Digital Electronics - Logic Gates - Discussion


The gates in this figure are implemented using TTL logic. If the input of the inverter is open, and you apply logic pulses to point B, the output of the AND gate will be ________.

[A]. a steady LOW
[B]. a steady HIGH
[C]. an undefined level
[D]. pulses

Answer: Option A


No answer description available for this question.

Gopi said: (Aug 1, 2011)  
It is a wrong answer because 1*pulses gives the pulses output.

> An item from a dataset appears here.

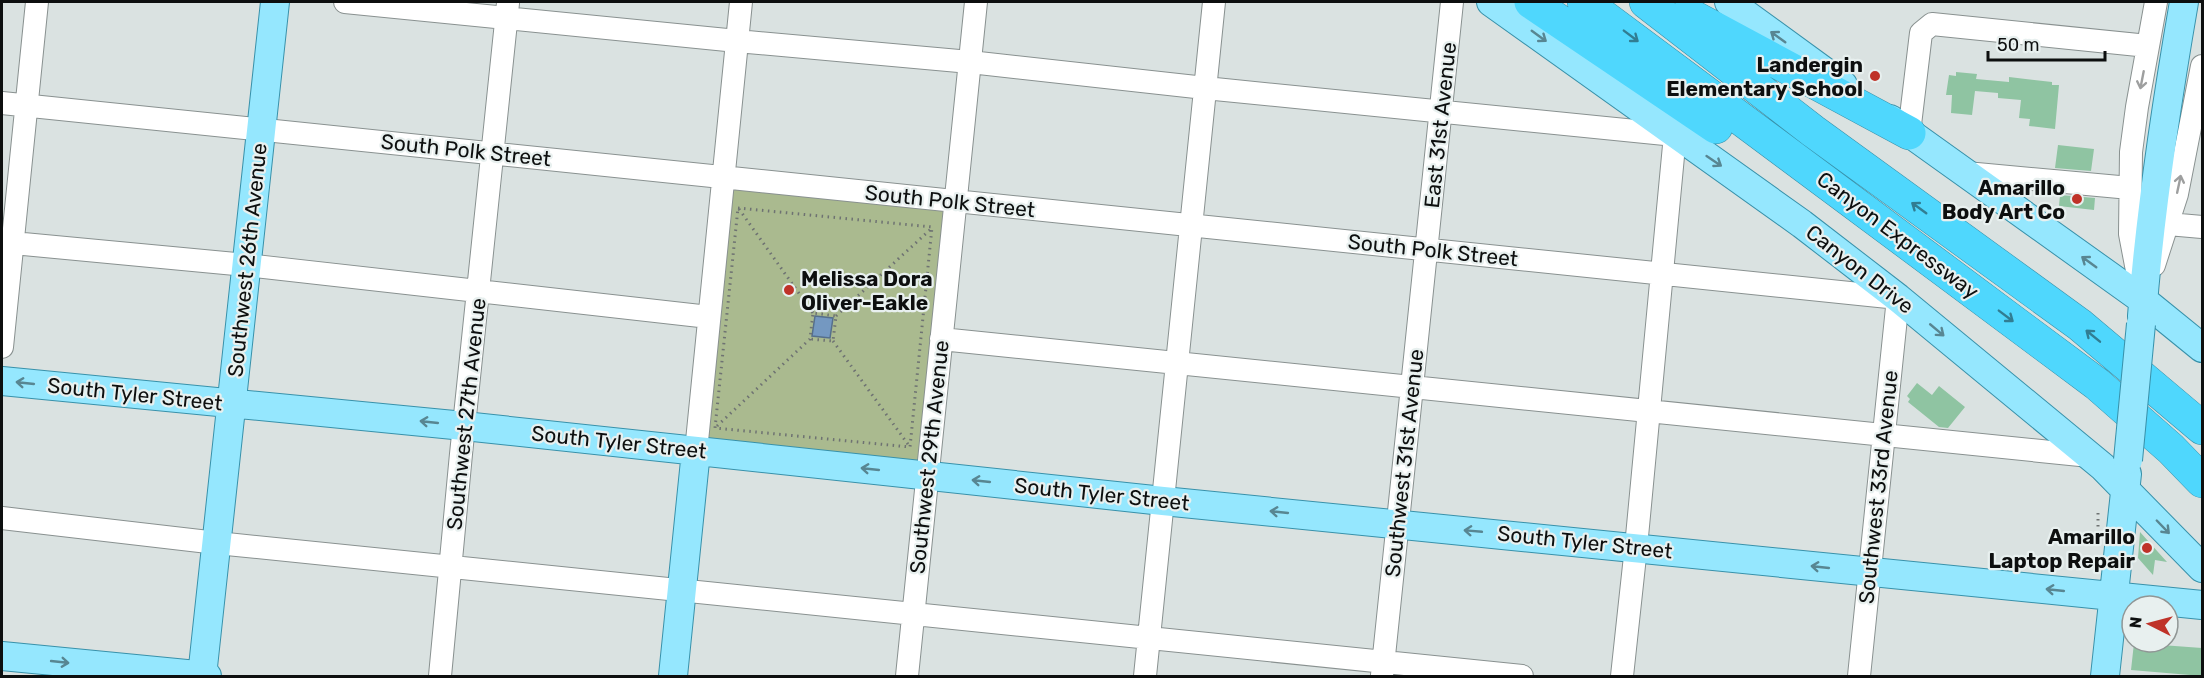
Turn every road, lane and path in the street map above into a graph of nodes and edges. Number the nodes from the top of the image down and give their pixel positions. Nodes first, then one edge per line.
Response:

Sachin Dohre said: (Oct 1, 2012)  
If A is open means undefined so output must be undefined level.

Nandi said: (Nov 15, 2012)  
If A is open then o/p at inverter will be 0 (low) i.e. ground; So the o/p after and gate will be low only.

Harsha said: (Oct 24, 2013)  
If A is open it mean input to the inverter is 0 so the o/p will be 1. Which is applied to the AND gate input. So the o/p will be the pulses applied on B.

Appu said: (Jul 13, 2016)  
Answer is correct because. TTL is of negative logic so the input at inverter is open means it's high the output will be low so the and gate output is steady low.

Appu said: (Jul 13, 2016)  
Pulses is correct one.

Priya said: (May 20, 2017)  
Floating input of TTL is 1 always. So O/p of the NOT gate is I and B=1. But due to AND gate o/p becomes 0.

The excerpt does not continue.